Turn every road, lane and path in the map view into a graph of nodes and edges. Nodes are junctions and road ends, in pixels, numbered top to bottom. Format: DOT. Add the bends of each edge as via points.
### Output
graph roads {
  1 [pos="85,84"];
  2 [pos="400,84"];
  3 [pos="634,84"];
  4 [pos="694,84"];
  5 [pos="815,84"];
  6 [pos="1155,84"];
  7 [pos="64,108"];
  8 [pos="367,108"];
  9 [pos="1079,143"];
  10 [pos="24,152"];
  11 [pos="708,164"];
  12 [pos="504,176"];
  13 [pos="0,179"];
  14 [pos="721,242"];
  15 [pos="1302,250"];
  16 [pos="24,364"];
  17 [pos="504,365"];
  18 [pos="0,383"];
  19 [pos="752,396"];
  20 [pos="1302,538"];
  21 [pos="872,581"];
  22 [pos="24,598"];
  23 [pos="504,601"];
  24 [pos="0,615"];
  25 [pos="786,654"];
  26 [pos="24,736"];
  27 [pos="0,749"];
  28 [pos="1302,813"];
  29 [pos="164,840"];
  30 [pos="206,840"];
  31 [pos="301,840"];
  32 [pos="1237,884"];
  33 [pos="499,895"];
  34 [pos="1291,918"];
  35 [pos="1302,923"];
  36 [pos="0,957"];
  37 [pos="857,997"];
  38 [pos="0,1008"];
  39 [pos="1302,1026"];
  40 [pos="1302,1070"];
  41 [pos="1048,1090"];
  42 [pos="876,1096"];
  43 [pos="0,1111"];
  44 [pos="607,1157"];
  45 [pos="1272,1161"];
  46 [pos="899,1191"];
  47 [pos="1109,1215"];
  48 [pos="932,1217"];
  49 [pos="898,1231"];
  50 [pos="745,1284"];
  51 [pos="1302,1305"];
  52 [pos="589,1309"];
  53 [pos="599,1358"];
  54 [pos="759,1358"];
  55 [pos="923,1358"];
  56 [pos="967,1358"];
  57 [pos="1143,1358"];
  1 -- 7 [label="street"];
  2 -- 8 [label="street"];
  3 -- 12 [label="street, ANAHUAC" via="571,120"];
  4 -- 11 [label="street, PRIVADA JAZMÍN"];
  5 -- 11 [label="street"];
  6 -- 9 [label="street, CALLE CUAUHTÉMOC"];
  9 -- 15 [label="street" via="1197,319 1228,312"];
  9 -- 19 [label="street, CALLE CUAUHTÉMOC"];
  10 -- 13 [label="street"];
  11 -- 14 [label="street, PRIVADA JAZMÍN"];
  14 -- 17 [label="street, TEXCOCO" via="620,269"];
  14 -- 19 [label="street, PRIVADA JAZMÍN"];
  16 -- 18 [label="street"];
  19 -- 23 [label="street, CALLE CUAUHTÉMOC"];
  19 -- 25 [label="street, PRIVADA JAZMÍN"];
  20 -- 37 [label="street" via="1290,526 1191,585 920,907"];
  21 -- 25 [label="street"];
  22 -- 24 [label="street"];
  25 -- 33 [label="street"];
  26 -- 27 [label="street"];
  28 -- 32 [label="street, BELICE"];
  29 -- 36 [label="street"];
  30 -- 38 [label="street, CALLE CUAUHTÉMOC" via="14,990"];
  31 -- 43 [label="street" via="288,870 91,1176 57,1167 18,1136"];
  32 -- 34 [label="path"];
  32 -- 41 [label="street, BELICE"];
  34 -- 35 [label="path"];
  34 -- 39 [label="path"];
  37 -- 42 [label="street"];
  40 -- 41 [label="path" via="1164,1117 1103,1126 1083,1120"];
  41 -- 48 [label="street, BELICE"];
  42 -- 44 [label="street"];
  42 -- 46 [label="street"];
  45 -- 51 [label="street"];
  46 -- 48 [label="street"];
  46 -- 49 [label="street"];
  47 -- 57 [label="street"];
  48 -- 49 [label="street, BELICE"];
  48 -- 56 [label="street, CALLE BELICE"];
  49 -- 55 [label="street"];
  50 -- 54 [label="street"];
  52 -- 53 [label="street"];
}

▶ [Task prompt] Where the word "CALLE" appears in a line of the data above, tally that line; then give the total and nothing more.

▶ [Solution to the problem] 5